Mittwoch, 20. Mai 2009

Ubuntu 9.04 and simon

Ubuntu Jaunty Jackalope and simon are not exactly best friends. If you tried it, you most likely experienced some very strange sound issues.

simon hangs, something else hangs, everything hangs...

I installed Kubuntu 9.04 today and had the very same issues.

Turns out the problem is a pretty old portaudio version.
The current snapshot fixed all those problems for me. You can get it on the portaudio website. Download the pa_snapshot.tgz, compile and install.

I haven't yet found a pre-packaged debian package to spare you the compiling part. If you know one, please let me know in the comments.

Also, it worked for me but obviously YMMV. Still issues? Again: let me know in the comments.

Freitag, 15. Mai 2009

XML - Again...

Ok it seems my last blog post has triggered quite a reply.

However, I think there still seems to be a bit of confusion. Let's try again...

Why am I so into XML-based standards? Because I understand them.

Even if this was not your intention, this is a bit misleading as it suggests that I don't understand XML files and if I would, I would share your points of view.

I can assure you that I understand the principles of XML files very well.
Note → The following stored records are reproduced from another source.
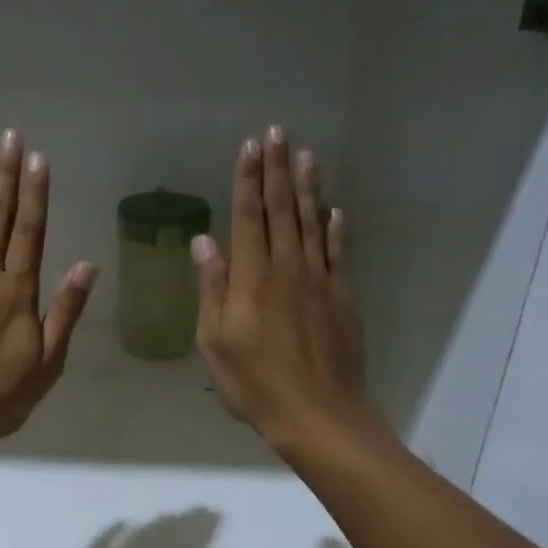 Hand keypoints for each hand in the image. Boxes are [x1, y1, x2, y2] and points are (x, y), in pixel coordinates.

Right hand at [193, 127, 377, 456]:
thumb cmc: (255, 383)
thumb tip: (204, 241)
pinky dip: (337, 229)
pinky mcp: (343, 298)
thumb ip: (212, 288)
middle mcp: (288, 268)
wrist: (319, 415)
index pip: (249, 217)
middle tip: (277, 133)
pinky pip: (339, 253)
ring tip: (305, 154)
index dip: (248, 180)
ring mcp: (320, 281)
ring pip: (313, 223)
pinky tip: (336, 211)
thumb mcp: (215, 342)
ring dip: (308, 187)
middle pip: (283, 210)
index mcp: (252, 279)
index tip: (249, 147)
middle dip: (277, 169)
Hell, a lot of parts of simon even use XML files (take a look at how the commands are stored for example).

But at the moment it just doesn't make sense to use a custom PLS modification (adding terminal tags). We need the lexicon to be readable by julius and HTK. This implies that we have to store the lexicon in that format (or add support to Julius; HTK is essential closed-source so we would still have to keep a seperate HTK lexicon around). It essentially does not matter what I believe is the better format for the job.
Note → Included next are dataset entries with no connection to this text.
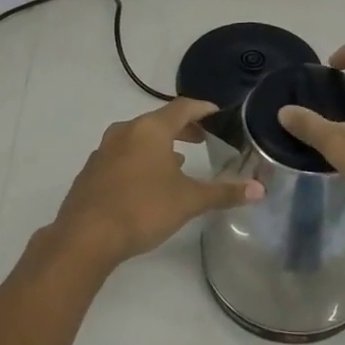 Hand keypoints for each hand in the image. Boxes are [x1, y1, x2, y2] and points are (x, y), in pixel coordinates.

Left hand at [48, 98, 263, 268]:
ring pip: (138, 138)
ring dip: (160, 146)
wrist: (85, 237)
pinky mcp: (92, 171)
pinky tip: (147, 182)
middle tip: (203, 139)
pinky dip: (140, 160)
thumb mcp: (189, 201)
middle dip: (183, 129)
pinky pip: (122, 155)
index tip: (218, 114)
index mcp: (150, 129)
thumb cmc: (142, 209)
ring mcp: (104, 150)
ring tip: (178, 161)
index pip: (182, 108)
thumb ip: (224, 193)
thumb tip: (260, 190)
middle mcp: (125, 131)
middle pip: (159, 121)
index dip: (203, 109)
So the only possible way to incorporate a XML based dictionary storage format would be to add an additional layer. This, however, means that the features supported can only be the smallest common denominator of both formats. So no fancy IPA (no support in HTK), no nice multiple-graphemes per word (HTK could be compared to 1NF if you are familiar with database normalization), etc. In the end this additional layer would bring nothing beneficial to the table because we can't use it's nice features as long as we have to keep HTK compliant too. All it would do is introduce another source for errors.

All these considerations are irrelevant when we take Julius and HTK out of the equation. Then, adopting and modifying PLS is not such a bad idea (altough I would like to store commands and the dictionary in the same file for the upcoming package-based structure). Removing the dependency on HTK is something I would like very much but it doesn't seem feasible right now and in the near future.

And, by the way: I don’t like to read SAMPA. I prefer the IPA when editing the pronouncing dictionary.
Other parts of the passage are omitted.